In our specific function, this means identifying values of \(x\) and the parameter \(c\) where the critical points occur. Importantly, varying \(c\) changes these extremum points. For certain critical values of \(c\), such as \(c=0\) or changes around 2 and -2, the number and positions of extrema can shift dramatically.
This behavior is crucial for understanding the graph's shape and visual symmetry, where parameters influence both directly.

Inflection points indicate where a curve changes concavity, from being concave up to concave down or vice versa. To find these, we use the second derivative. Calculating the second derivative lets us:

• Determine concavity and its changes
• Find where the second derivative equals zero
• Analyze the sign changes in the second derivative

These are the points of interest for identifying inflections.
In a function where \(c\) is a parameter, the inflection points depend strongly on \(c\). Varying \(c\) results in different concavity changes across \(x\). For example, at certain critical values, such as \(c=0\) or \(c=\pm 2\), you might find no inflection points, whereas, at other values, they become numerous.
Tracking these helps in understanding how a parameter modifies the underlying behavior of the curve.

Parameter analysis brings light to how the parameter \(c\) influences the function's behavior. It's an essential step to:

• Speculatively assess how the formula morphs
• Identify values that cause shifts in graph aspects like symmetry
• Explore theoretical undergoings when \(c\) approaches critical levels (e.g., \(c=0, 2, -2\))

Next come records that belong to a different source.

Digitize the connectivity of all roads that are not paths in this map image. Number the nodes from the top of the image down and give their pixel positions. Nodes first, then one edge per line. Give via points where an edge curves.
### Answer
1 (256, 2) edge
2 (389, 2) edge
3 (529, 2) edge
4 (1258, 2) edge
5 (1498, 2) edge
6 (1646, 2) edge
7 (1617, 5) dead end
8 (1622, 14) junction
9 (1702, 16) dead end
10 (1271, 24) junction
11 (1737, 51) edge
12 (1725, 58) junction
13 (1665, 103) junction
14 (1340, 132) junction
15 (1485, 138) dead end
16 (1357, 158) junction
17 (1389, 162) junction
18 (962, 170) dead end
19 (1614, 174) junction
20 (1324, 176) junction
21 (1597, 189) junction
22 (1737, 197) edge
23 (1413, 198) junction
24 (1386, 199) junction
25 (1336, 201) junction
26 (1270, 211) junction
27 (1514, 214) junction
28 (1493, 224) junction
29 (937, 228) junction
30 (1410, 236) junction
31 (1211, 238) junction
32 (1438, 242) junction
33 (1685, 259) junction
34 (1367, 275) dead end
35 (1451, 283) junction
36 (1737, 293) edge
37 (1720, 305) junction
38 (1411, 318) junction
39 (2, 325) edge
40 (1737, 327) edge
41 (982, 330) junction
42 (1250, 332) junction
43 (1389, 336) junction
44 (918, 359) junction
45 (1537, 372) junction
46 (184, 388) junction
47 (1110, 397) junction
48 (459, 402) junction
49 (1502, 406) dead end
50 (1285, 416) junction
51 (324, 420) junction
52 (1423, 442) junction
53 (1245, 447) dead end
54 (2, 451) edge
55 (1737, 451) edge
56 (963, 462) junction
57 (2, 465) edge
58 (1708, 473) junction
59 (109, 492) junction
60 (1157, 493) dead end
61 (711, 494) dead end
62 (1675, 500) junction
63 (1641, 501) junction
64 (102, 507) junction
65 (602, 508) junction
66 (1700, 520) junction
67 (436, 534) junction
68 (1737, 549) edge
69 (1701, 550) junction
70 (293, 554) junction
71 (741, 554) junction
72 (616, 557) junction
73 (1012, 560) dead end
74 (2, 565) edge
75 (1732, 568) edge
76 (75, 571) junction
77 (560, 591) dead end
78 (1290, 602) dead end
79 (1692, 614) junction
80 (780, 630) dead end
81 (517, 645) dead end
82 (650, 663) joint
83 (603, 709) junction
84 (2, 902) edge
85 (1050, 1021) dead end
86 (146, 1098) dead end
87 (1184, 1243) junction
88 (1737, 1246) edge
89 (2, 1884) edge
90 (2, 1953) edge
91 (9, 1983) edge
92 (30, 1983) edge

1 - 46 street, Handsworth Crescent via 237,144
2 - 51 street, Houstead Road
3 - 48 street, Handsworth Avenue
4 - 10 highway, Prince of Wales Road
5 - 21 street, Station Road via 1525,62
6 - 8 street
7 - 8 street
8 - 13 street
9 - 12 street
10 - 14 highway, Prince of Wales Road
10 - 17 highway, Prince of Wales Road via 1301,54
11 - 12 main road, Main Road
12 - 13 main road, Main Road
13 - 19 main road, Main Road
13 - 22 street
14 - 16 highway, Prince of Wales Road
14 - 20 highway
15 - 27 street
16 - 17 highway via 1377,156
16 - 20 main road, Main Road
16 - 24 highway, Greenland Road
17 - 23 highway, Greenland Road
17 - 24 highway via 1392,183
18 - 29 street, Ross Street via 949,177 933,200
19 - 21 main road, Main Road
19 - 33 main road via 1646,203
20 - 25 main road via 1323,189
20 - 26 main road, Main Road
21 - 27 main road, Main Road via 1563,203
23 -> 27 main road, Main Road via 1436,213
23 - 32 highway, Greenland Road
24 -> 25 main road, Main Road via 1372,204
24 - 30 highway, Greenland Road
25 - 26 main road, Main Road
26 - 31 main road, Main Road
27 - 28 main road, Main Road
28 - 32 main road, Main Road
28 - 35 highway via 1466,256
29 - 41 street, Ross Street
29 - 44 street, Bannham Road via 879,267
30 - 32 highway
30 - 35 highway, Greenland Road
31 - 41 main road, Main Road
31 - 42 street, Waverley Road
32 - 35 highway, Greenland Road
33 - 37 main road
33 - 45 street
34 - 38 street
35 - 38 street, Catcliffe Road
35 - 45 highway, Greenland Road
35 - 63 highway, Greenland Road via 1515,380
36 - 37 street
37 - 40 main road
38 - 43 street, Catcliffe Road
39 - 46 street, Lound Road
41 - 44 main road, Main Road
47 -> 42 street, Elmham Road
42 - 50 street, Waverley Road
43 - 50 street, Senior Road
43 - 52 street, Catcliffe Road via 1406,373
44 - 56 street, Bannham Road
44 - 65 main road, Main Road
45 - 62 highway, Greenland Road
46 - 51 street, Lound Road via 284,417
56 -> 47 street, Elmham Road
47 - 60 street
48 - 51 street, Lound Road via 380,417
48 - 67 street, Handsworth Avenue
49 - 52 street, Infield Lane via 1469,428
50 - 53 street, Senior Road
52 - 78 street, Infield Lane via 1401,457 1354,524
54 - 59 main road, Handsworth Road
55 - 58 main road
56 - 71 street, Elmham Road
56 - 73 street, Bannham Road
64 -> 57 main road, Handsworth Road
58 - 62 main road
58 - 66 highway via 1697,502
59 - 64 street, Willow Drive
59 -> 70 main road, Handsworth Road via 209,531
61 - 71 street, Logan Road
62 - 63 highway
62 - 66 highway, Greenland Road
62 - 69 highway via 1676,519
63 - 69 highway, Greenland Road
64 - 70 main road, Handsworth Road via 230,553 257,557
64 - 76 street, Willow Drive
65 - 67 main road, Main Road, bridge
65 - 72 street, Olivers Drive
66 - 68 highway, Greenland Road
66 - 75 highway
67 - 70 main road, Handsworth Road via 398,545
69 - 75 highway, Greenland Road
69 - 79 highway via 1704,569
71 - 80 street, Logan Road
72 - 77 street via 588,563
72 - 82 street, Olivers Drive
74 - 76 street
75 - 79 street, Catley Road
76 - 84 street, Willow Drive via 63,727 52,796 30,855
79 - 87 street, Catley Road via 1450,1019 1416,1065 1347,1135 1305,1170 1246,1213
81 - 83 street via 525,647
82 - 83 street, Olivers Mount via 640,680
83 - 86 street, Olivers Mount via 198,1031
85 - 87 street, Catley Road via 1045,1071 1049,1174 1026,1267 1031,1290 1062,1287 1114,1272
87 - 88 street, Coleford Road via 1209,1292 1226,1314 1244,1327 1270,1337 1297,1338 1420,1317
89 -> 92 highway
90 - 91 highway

By analyzing parameters, the curve's nature is not only altered graphically but also algebraically, as \(c\) changes lead to new characteristics and redefinitions of minima, maxima, and concavity.
Changing \(c\) offers a 'control dial' for the function’s shape and behavior, proving useful in applications requiring precise function modeling. Investigations into parameter effects can reveal when the function stabilizes or when new dynamic patterns form.

Graphical behavior describes how the graph’s shape alters as function parameters or variables change. Understanding changes in graphical behavior over varying \(c\) involves:

• Visualizing impacts through tools like a Computer Algebra System (CAS)
• Assessing the symmetry and feature shifts for different \(c\) values
• Recognizing changes in the number and position of extrema and inflection points

For our function, its graphical representation is quite sensitive to \(c\).
When \(c\) reaches specific values, the graph may exhibit sharper turns, flattened areas, or even mirror-like symmetry properties. For instance, at \(c=0\) or \(c=\pm 4\), the graph undergoes noteworthy alterations.
Cas-driven visualizations show drastic transitions, illuminating how parameter modifications redefine function shape, leading to better comprehension of underlying mechanics.